The Stun Sail Boom River (or variants Stunsail Boom River and Stuns'l Boom River) is located on the rugged south coast of Kangaroo Island, a large island off the South Australian coast. The southern and western coast of this island is notorious for its shipwrecks as it lies directly on the path of ships that were bound for South Australia in the 19th and early 20th centuries. The wreck of the Loch Vennachar, on 6 September 1905 with the loss of all hands, is an example.[1]
The river was named after the boom of the stuns'l, sailors slang for studding sail located on the outside of the square rigging of a sailing ship, after Robert Fisher and others found a stun'sail boom at its mouth on 7 November 1836.[2]
The river's name came to some prominence when the French merchant ship Montebello went aground near the Stunsailboom Station in the early hours of Sunday, 18 November 1906.[3] The ship collided with a reef not far from shore. One brave sailor, Louis Yrebot, swam at great peril with a small line to shore. Increasingly stronger lines followed and a flying fox was established between a large boulder on the shore and the mizzen mast of the stricken ship. All the remaining crew, including a badly injured sailor from an earlier accident, were transferred safely to shore via the flying fox.

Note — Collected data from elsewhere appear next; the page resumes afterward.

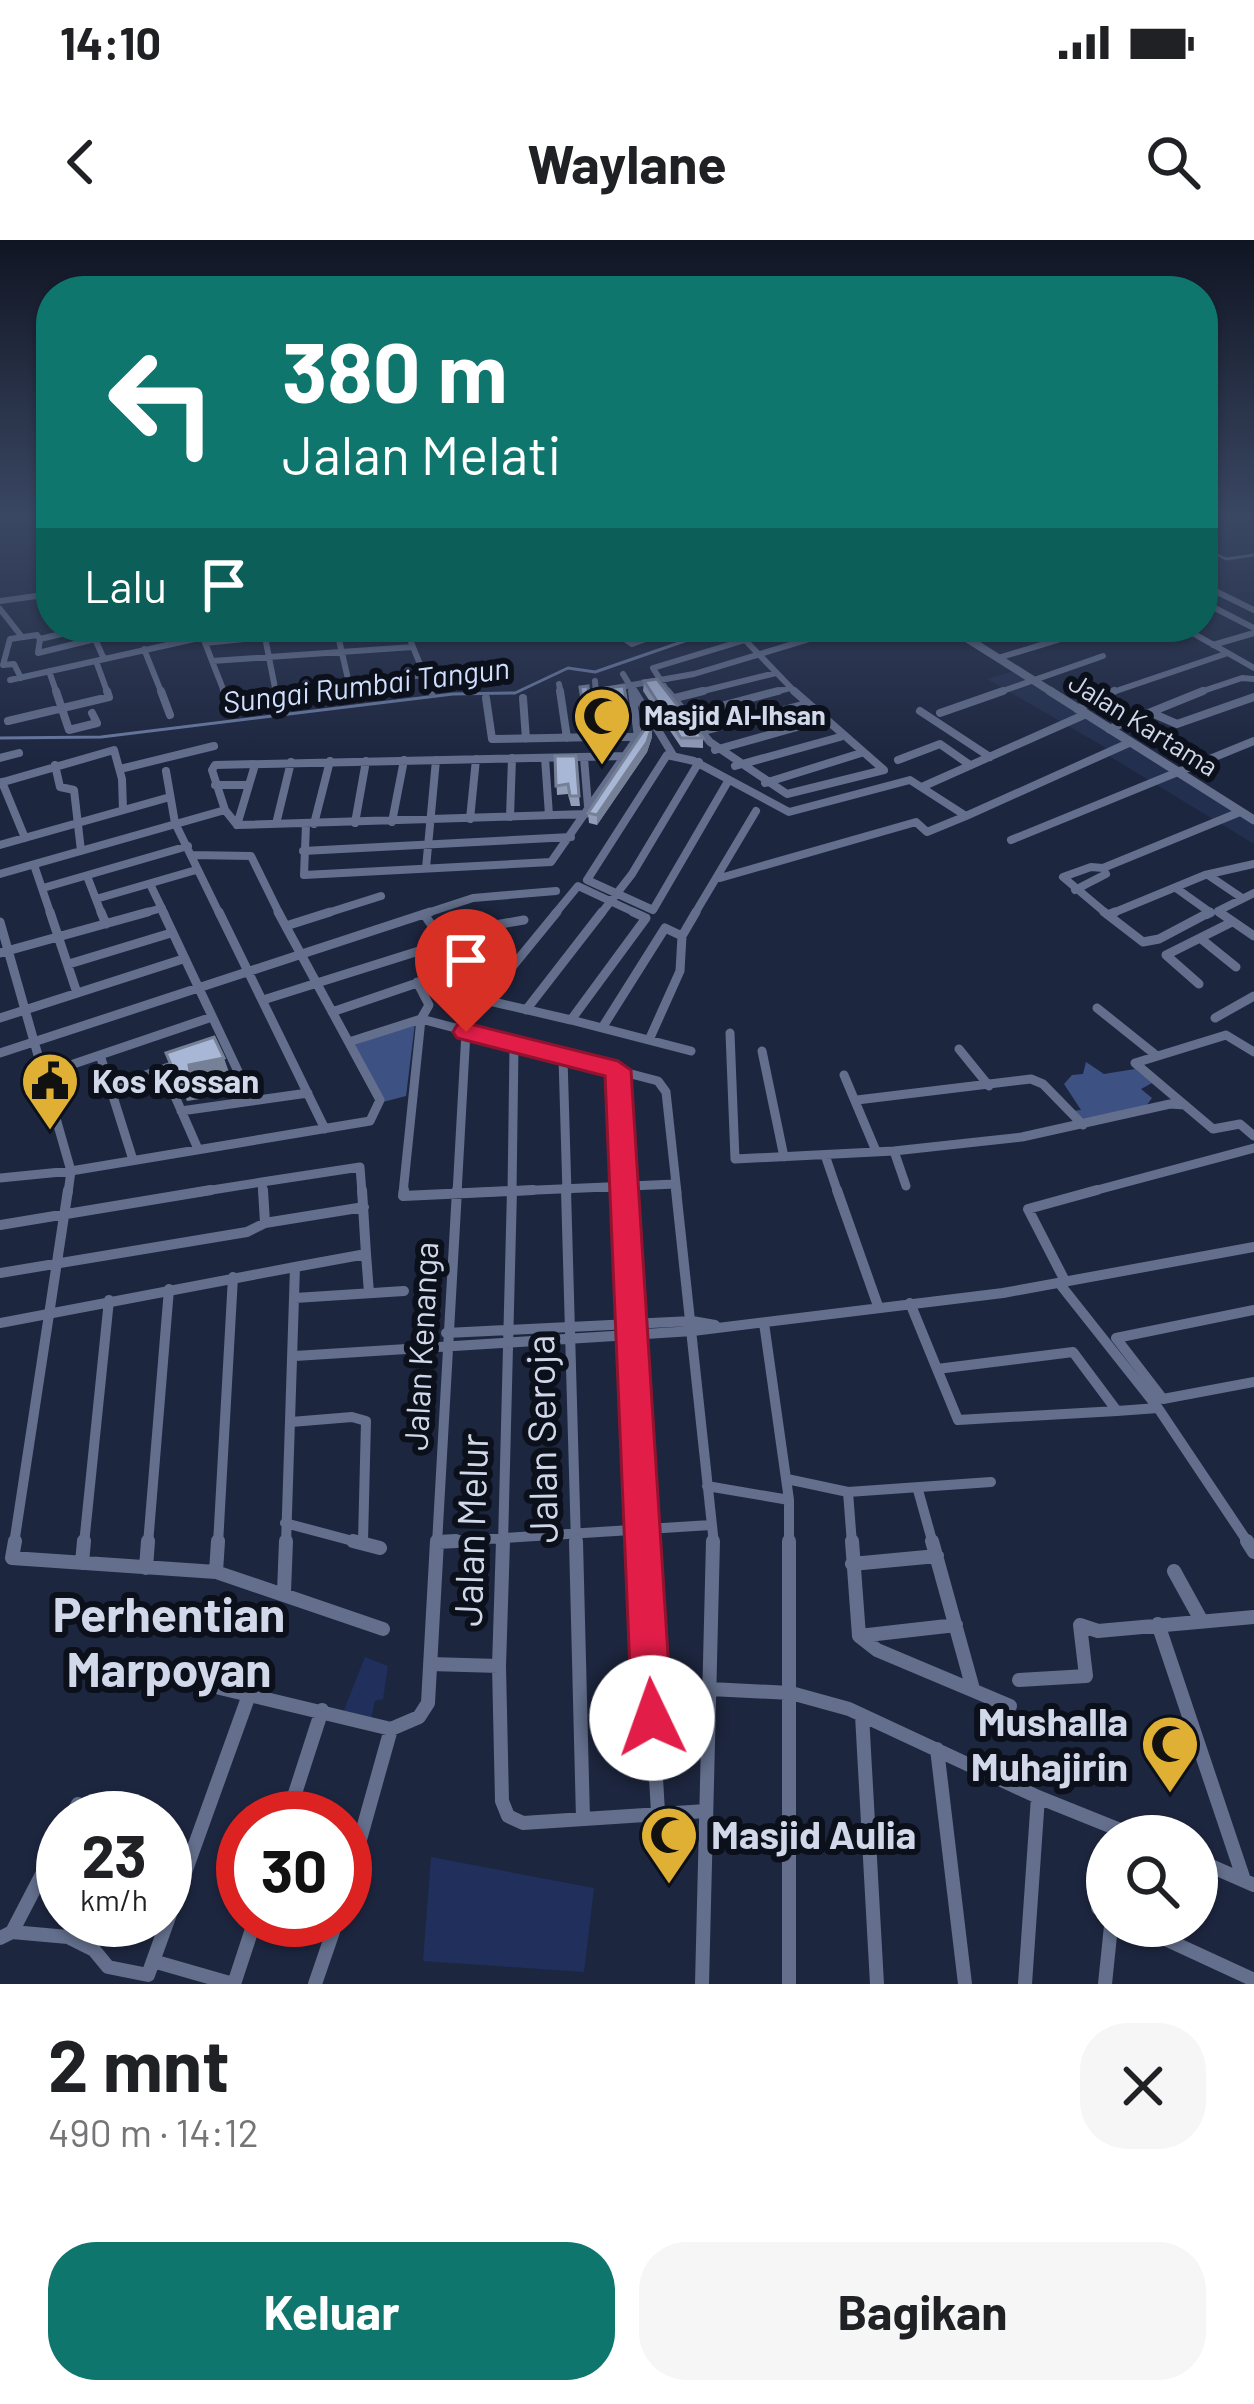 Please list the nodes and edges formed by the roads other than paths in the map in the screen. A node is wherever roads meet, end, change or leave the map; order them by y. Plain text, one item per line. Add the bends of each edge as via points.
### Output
1 (31, 598) edge
2 (0, 605) edge
3 (1218, 610) edge
4 (4, 623) edge
5 (1254, 630) edge
6 (36, 635) edge
7 (22, 638) junction
8 (1238, 638) junction
9 (40, 642) edge
10 (83, 642) edge
11 (96, 642) edge
12 (180, 642) edge
13 (208, 642) edge
14 (266, 642) edge
15 (339, 642) edge
16 (411, 642) edge
17 (747, 642) joint
18 (807, 642) edge
19 (972, 642) edge
20 (1051, 642) edge
21 (1209, 642) edge
22 (1214, 645) junction
23 (1254, 646) edge
24 (413, 647) junction
25 (144, 650) junction
26 (38, 653) junction
27 (342, 653) junction
28 (1228, 653) junction
29 (1103, 656) dead end
30 (270, 657) junction
31 (762, 658) junction
32 (998, 658) junction
33 (100, 660) junction
34 (212, 661) junction
35 (14, 664) junction
36 (1254, 668) edge
37 (49, 671) junction
38 (776, 673) junction
39 (623, 674) dead end
40 (424, 675) junction
41 (21, 678) junction
42 (390, 679) dead end
43 (1031, 679) junction
44 (1254, 679) edge
45 (10, 680) dead end
46 (596, 681) dead end
47 (661, 682) junction
48 (559, 684) dead end
49 (632, 688) junction
50 (790, 688) junction
51 (598, 691) junction
52 (351, 692) dead end
53 (276, 693) dead end
54 (432, 694) dead end
55 (1254, 697) edge
56 (486, 698) dead end
57 (523, 698) dead end
58 (675, 698) junction
59 (226, 700) dead end
60 (806, 704) junction
61 (62, 709) junction
62 (920, 711) dead end
63 (1081, 711) junction
64 (92, 712) dead end
65 (940, 713) dead end
66 (1154, 714) junction
67 (170, 715) dead end
68 (687, 715) junction
69 (822, 720) junction
70 (8, 721) dead end
71 (1108, 729) junction
72 (700, 732) junction
73 (600, 737) junction
74 (638, 737) junction
75 (840, 737) junction
76 (928, 737) dead end
77 (567, 738) junction
78 (526, 739) junction
79 (1254, 741) edge
80 (1131, 742) junction
81 (940, 744) junction
82 (214, 746) dead end
83 (715, 750) junction
84 (19, 753) dead end
85 (861, 753) junction
86 (673, 754) junction
87 (627, 756) junction
88 (990, 757) junction
89 (0, 758) edge
90 (512, 758) junction
91 (544, 758) junction
92 (584, 758) junction
93 (476, 759) junction
94 (404, 760) junction
95 (436, 760) junction
96 (898, 760) dead end
97 (330, 761) junction
98 (366, 761) junction
99 (699, 762) junction
100 (291, 763) junction
101 (55, 765) junction
102 (255, 765) junction
103 (970, 765) junction
104 (734, 767) junction
105 (120, 769) junction
106 (1174, 770) junction
107 (166, 771) dead end
108 (1, 782) edge
109 (728, 783) junction
110 (765, 783) junction
111 (215, 785) junction
112 (248, 785) junction
113 (924, 786) junction
114 (170, 797) junction
115 (122, 810) junction
116 (225, 810) junction
117 (587, 811) junction
118 (757, 811) dead end
119 (1240, 812) junction
120 (17, 815) junction
121 (549, 815) junction
122 (966, 816) junction
123 (510, 817) junction
124 (0, 819) edge
125 (470, 819) junction
126 (432, 820) junction
127 (1254, 820) edge
128 (392, 822) junction
129 (175, 823) junction
130 (355, 823) junction
131 (76, 824) junction
132 (276, 824) junction
133 (310, 824) junction
134 (238, 825) junction
135 (571, 837) junction
136 (25, 838) junction
137 (1011, 840) dead end
138 (430, 844) junction
139 (0, 845) edge
140 (189, 850) junction
141 (81, 851) junction
142 (303, 851) junction
143 (1253, 861) edge
144 (34, 865) junction
145 (425, 868) junction
146 (1103, 868) junction
147 (196, 870) junction
148 (0, 874) edge
149 (1208, 875) junction
150 (87, 876) junction
151 (720, 878) junction
152 (150, 884) junction
153 (1176, 888) junction
154 (43, 889) junction
155 (1075, 890) junction
156 (556, 891) dead end
157 (1251, 895) edge
158 (381, 896) dead end
159 (614, 898) junction
160 (96, 899) junction
161 (161, 908) junction
162 (424, 914) junction
163 (1108, 915) junction
164 (524, 920) dead end
165 (0, 922) edge
166 (1232, 922) junction
167 (106, 924) junction
168 (286, 926) junction
169 (492, 928) junction
170 (172, 933) junction
171 (682, 936) junction
172 (1254, 936) edge
173 (59, 938) junction
174 (1200, 938) junction
175 (443, 941) junction
176 (4, 952) edge
177 (299, 954) junction
178 (183, 959) junction
179 (69, 964) junction
180 (1236, 967) dead end
181 (461, 968) junction
182 (248, 970) junction
183 (417, 982) junction
184 (315, 983) junction
185 (1199, 984) dead end
186 (198, 988) junction
187 (77, 992) junction
188 (1254, 996) edge
189 (263, 1000) junction
190 (1097, 1008) dead end
191 (24, 1010) junction
192 (526, 1010) junction
193 (332, 1012) junction
194 (212, 1017) junction
195 (0, 1018) edge
196 (421, 1018) junction
197 (1216, 1018) dead end
198 (571, 1020) junction
199 (602, 1028) junction
200 (466, 1032) junction
201 (730, 1033) dead end
202 (649, 1040) junction
203 (34, 1041) junction
204 (349, 1042) junction
205 (227, 1046) junction
206 (514, 1046) junction
207 (958, 1048) dead end
208 (762, 1051) dead end
209 (691, 1052) dead end
210 (1254, 1052) edge
211 (0, 1053) edge
212 (100, 1055) junction
213 (1156, 1056) junction
214 (563, 1058) junction
215 (163, 1070) junction
216 (618, 1070) junction
217 (44, 1074) junction
218 (844, 1075) dead end
219 (989, 1086) junction
220 (111, 1087) junction
221 (308, 1094) junction
222 (856, 1100) junction
223 (252, 1101) junction
224 (1185, 1105) junction
225 (181, 1111) junction
226 (1083, 1125) junction
227 (325, 1129) junction
228 (1254, 1136) edge
229 (1254, 1148) edge
230 (198, 1149) junction
231 (876, 1151) junction
232 (894, 1151) junction
233 (825, 1155) junction
234 (784, 1156) junction
235 (134, 1160) junction
236 (0, 1163) edge
237 (71, 1171) junction
238 (2, 1178) edge
239 (262, 1182) junction
240 (676, 1184) junction
241 (620, 1186) junction
242 (906, 1186) dead end
243 (568, 1190) junction
244 (512, 1194) junction
245 (458, 1195) junction
246 (364, 1207) junction
247 (67, 1214) junction
248 (265, 1223) junction
249 (0, 1225) edge
250 (1252, 1251) edge
251 (366, 1254) junction
252 (58, 1264) junction
253 (295, 1267) junction
254 (0, 1273) edge
255 (233, 1277) junction
256 (1062, 1282) junction
257 (169, 1289) junction
258 (404, 1291) dead end
259 (369, 1293) junction
260 (295, 1298) junction
261 (109, 1300) junction
262 (910, 1303) junction
263 (878, 1306) junction
264 (1254, 1310) edge
265 (49, 1314) junction
266 (0, 1323) edge
267 (764, 1323) junction
268 (693, 1328) junction
269 (630, 1329) junction
270 (570, 1334) junction
271 (511, 1336) junction
272 (446, 1339) junction
273 (295, 1355) junction
274 (935, 1369) junction
275 (1254, 1382) edge
276 (1158, 1408) junction
277 (1117, 1411) junction
278 (291, 1422) junction
279 (787, 1478) junction
280 (991, 1482) dead end
281 (707, 1486) junction
282 (918, 1490) junction
283 (848, 1492) junction
284 (789, 1500) junction
285 (285, 1523) junction
286 (711, 1525) junction
287 (640, 1529) junction
288 (574, 1533) junction
289 (502, 1537) junction
290 (363, 1541) junction
291 (438, 1542) junction
292 (380, 1548) dead end
293 (1254, 1552) edge
294 (937, 1556) junction
295 (82, 1563) junction
296 (852, 1564) junction
297 (146, 1568) junction
298 (1174, 1570) dead end
299 (216, 1573) junction
300 (284, 1592) junction
301 (1254, 1617) edge
302 (1202, 1620) junction
303 (956, 1624) junction
304 (1158, 1624) junction
305 (383, 1629) dead end
306 (859, 1636) junction
307 (430, 1664) junction
308 (499, 1666) junction
309 (1019, 1680) dead end
310 (220, 1688) dead end
311 (710, 1689) junction
312 (974, 1689) junction
313 (791, 1693) junction
314 (248, 1695) junction
315 (1010, 1706) dead end
316 (322, 1710) junction
317 (862, 1715) junction
318 (392, 1729) junction
319 (937, 1749) junction
320 (296, 1791) edge
321 (1038, 1797) junction
322 (372, 1799) edge
323 (706, 1811) junction
324 (658, 1812) junction
325 (1086, 1816) edge
326 (583, 1820) junction
327 (1218, 1869) edge
328 (36, 1882) edge
329 (1249, 1883) edge
330 (6, 1935) edge
331 (246, 1947) edge
332 (330, 1947) edge
333 (1109, 1947) edge
334 (1182, 1947) edge
335 (153, 1960) junction
336 (1254, 1980) edge
337 (234, 1984) edge
338 (315, 1984) edge
339 (702, 1984) edge
340 (789, 1984) edge
341 (878, 1984) edge
342 (965, 1984) edge
343 (1025, 1984) edge
344 (1105, 1984) edge

1 - 2 street
2 - 4 street
3 - 5 street
4 - 7 street
5 - 8 street
6 - 7 street
7 - 35 street via 10,640 3,665
8 - 22 street
8 - 23 street
9 - 26 street
10 - 26 street
11 - 33 street
12 - 25 street
13 - 34 street
14 - 30 street
15 - 27 street
16 - 24 street
17 - 31 street
17 - 47 street via 656,666
18 - 31 street
19 - 32 main road, Jalan Kartama
20 - 32 street
21 - 22 street
22 - 28 street
24 - 27 street
24 - 40 street
25 - 33 street
25 - 67 street
26 - 35 street
27 - 30 street
27 - 52 street
28 - 36 street
28 - 63 street via 1124,686
29 - 43 street
30 - 34 street
30 - 53 street
31 - 38 street
31 - 47 street
32 - 43 main road, Jalan Kartama
33 - 37 street
33 - 61 street via 109,698
34 - 59 street
35 - 41 street
37 - 41 street
37 - 61 street
38 - 50 street
38 - 58 street
39 - 49 street
40 - 42 street
40 - 54 street
41 - 45 street
43 - 63 main road, Jalan Kartama
43 - 65 street
44 - 66 street
46 - 51 street
47 - 49 street
47 - 58 street
48 - 77 street
49 - 51 street
49 - 74 street
49 - 86 street
50 - 60 street
50 - 68 street
51 - 73 street
55 - 66 street via 1177,724
56 - 78 street via 491,738
57 - 78 street
58 - 68 street
60 - 69 street
60 - 72 street
61 - 64 street via 69,730 97,723
61 - 70 street
62 - 88 street
63 - 71 main road, Jalan Kartama
63 - 88 street
66 - 71 street
68 - 72 street
69 - 75 street
69 - 83 street
71 - 80 main road, Jalan Kartama
72 - 83 street
73 - 74 street
73 - 77 street
74 - 87 street
75 - 85 street
75 - 104 street
76 - 81 street
77 - 78 street
79 - 106 street
80 - 106 main road, Jalan Kartama
80 - 122 street
81 - 96 street
81 - 103 street
82 - 105 street
83 - 104 street
84 - 89 street
85 - 110 street
85 - 110 street via 884,770 799,794
86 - 99 street
86 - 159 street via 586,880
87 - 92 street
87 - 117 street
88 - 103 street
90 - 91 street
90 - 93 street
90 - 123 street
91 - 92 street
91 - 121 street
92 - 117 street
93 - 95 street
93 - 125 street
94 - 95 street
94 - 98 street
94 - 128 street
95 - 126 street
97 - 98 street
97 - 100 street
97 - 133 street
98 - 130 street
99 - 109 street
99 - 159 street
100 - 102 street
100 - 132 street
101 - 105 street via 114,750
101 - 108 street
101 - 131 street via 60,788 74,790
102 - 111 street via 215,766
102 - 112 street
103 - 113 street
104 - 110 street
105 - 115 street
106 - 119 main road, Jalan Kartama
106 - 137 street
107 - 114 street
108 - 120 street
109 - 113 street via 789,812 906,780
109 - 159 street via 652,910
111 - 112 street
111 - 116 street
112 - 134 street
113 - 122 street
114 - 115 street
114 - 129 street
115 - 131 street
116 - 129 street
116 - 134 street
117 - 121 street
117 - 135 street
118 - 151 street
119 - 127 main road, Jalan Kartama
119 - 146 street
120 - 124 street
120 - 136 street
121 - 123 street
122 - 151 street via 927,832 916,822
123 - 125 street
125 - 126 street
126 - 128 street
126 - 138 street
128 - 130 street
129 - 140 street
129 - 141 street
130 - 133 street
131 - 136 street
131 - 141 street
132 - 133 street
132 - 134 street
133 - 142 street
135 - 138 street
135 - 145 street via 553,862
136 - 139 street
138 - 142 street
138 - 145 street
140 - 147 street
140 - 150 street
140 - 168 street via 248,853
141 - 144 street
142 - 145 street via 304,875
143 - 149 street
144 - 148 street
144 - 154 street
146 - 155 street via 1100,880
146 - 155 street via 1063,878
147 - 152 street
147 - 182 street
149 - 153 street
149 - 157 street
150 - 154 street
150 - 160 street
151 - 171 street
152 - 160 street
152 - 161 street
153 - 163 street
153 - 163 street via 1211,913 1143,942
154 - 173 street
155 - 163 street
156 - 162 street via 488,894
157 - 166 street via 1218,910
158 - 168 street
159 - 192 street
159 - 192 street via 578,886 485,1000
159 - 198 street via 646,919
160 - 167 street
161 - 167 street
161 - 170 street
162 - 175 street
162 - 177 street
164 - 169 street
165 - 176 street
166 - 172 street
166 - 174 street
167 - 173 street
168 - 177 street
169 - 175 street
169 - 181 street
170 - 178 street
170 - 179 street
171 - 199 street via 664,928
171 - 202 street via 680,971
173 - 176 street
173 - 179 street
174 - 180 street
174 - 185 street via 1166,955
175 - 181 street
175 - 184 street
176 - 191 street
177 - 182 street
177 - 184 street
178 - 186 street
178 - 187 street
179 - 187 street
181 - 183 street
182 - 186 street
182 - 189 street
183 - 193 street
183 - 196 street via 429,1001
184 - 189 street
184 - 193 street
186 - 194 street
186 - 203 street
187 - 191 street
188 - 197 street
189 - 221 street
190 - 213 street
191 - 195 street
191 - 203 street
192 - 198 street
193 - 204 street
194 - 205 street
194 - 212 street
196 - 200 street
196 - 204 street
196 - 245 street via 400,1194
198 - 199 street
199 - 202 street
200 - 206 street
200 - 245 street, Jalan Kenanga
201 - 234 street via 735,1159
202 - 209 street
203 - 211 street
203 - 217 street
204 - 227 street via 381,1105 370,1121
205 - 215 street
205 - 223 street
206 - 214 street
206 - 244 street, Jalan Melur
207 - 219 street
208 - 234 street
210 - 213 street via 1226,1035
212 - 217 street
212 - 220 street
213 - 224 street via 1135,1063
214 - 216 street
214 - 243 street, Jalan Seroja
215 - 220 street
215 - 225 street
216 - 240 street via 664,1085
216 - 241 street
217 - 237 street
218 - 222 street
219 - 222 street
219 - 226 street via 1031,1079
220 - 235 street
221 - 223 street
221 - 227 street
222 - 231 street
223 - 225 street
224 - 226 street
224 - 228 street via 1213,1129 1240,1124
225 - 230 street
226 - 232 street
227 - 230 street
229 - 256 street via 1028,1209
230 - 235 street
231 - 232 street
231 - 233 street
232 - 242 street
233 - 234 street
233 - 263 street
235 - 237 street
236 - 238 street
237 - 238 street
237 - 247 street
239 - 246 street via 360,1167
239 - 247 street
239 - 248 street
240 - 241 street
240 - 268 street
241 - 243 street
241 - 269 street
243 - 244 street
243 - 270 street, Jalan Seroja
244 - 245 street
244 - 271 street, Jalan Melur
245 - 272 street, Jalan Kenanga
246 - 248 street
246 - 251 street
247 - 249 street
247 - 252 street
248 - 252 street
250 - 256 street
251 - 253 street
251 - 259 street
252 - 254 street
252 - 265 street
253 - 255 street
253 - 260 street
255 - 257 street
255 - 299 street
256 - 262 street
256 - 276 street
257 - 261 street
257 - 297 street
258 - 259 street
259 - 260 street
260 - 273 street
261 - 265 street
261 - 295 street
262 - 263 street
262 - 274 street
263 - 267 street
264 - 275 street via 1116,1338 1163,1399
265 - 266 street
265 - 295 street via 11,1558
267 - 268 street
267 - 279 street
268 - 269 street
268 - 281 street
269 - 270 street
269 - 287 street
270 - 271 street
270 - 288 street, Jalan Seroja
271 - 272 street
271 - 289 street, Jalan Melur
272 - 273 street
272 - 291 street, Jalan Kenanga
273 - 278 street
274 - 277 street via 1073,1352
274 - 277 street via 958,1420
276 - 277 street
276 - 293 street
278 - 285 street
278 - 290 street via 366,1421
279 - 283 street
279 - 284 street
280 - 282 street
281 - 284 street
281 - 286 street
282 - 283 street
282 - 294 street
283 - 296 street
284 - 313 street
285 - 290 street
285 - 300 street
286 - 287 street
286 - 311 street
287 - 288 street
287 - 324 street
288 - 289 street
288 - 326 street, Jalan Seroja
289 - 291 street
289 - 308 street, Jalan Melur
290 - 292 street
291 - 307 street, Jalan Kenanga
294 - 296 street
294 - 303 street
295 - 297 street
296 - 306 street
297 - 299 street
298 - 302 street
299 - 300 street
300 - 305 street
301 - 302 street
302 - 304 street
303 - 306 street
303 - 312 street
304 - 309 street via 1098,1631 1080,1625 1086,1676
304 - 329 street
306 - 312 street
307 - 308 street
307 - 318 street, Jalan Kenanga via 428,1703
308 - 326 street, Jalan Melur via 508,1816 524,1823
310 - 314 street
311 - 313 street
311 - 323 street
312 - 315 street
313 - 317 street
313 - 340 street
314 - 316 street
314 - 335 street
316 - 318 street
316 - 320 street
317 - 319 street
317 - 341 street
318 - 322 street
319 - 321 street
319 - 342 street
321 - 325 street
321 - 343 street
323 - 324 street, Jalan Melur
323 - 339 street
324 - 326 street, Jalan Melur
327 - 329 street
328 - 330 street
330 - 335 street via 68,1937 108,1967 148,1975
331 - 337 street
332 - 338 street
333 - 344 street
334 - 336 street
335 - 337 street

Five of the French sailors then made their way through remote and wild countryside and stumbled upon Tilka Hut. Here they were almost immediately found by local lad Percy May, a wallaby trapper, who happened to be passing while delivering a letter to one of the two Tilka sisters, Carlina and Christina, on Stunsailboom Station. The Tilka Sisters looked after the sailors while Percy May made a dramatic 100 mile journey on horseback, that required swimming two rivers, to raise the alarm in the town of Kingscote.[3]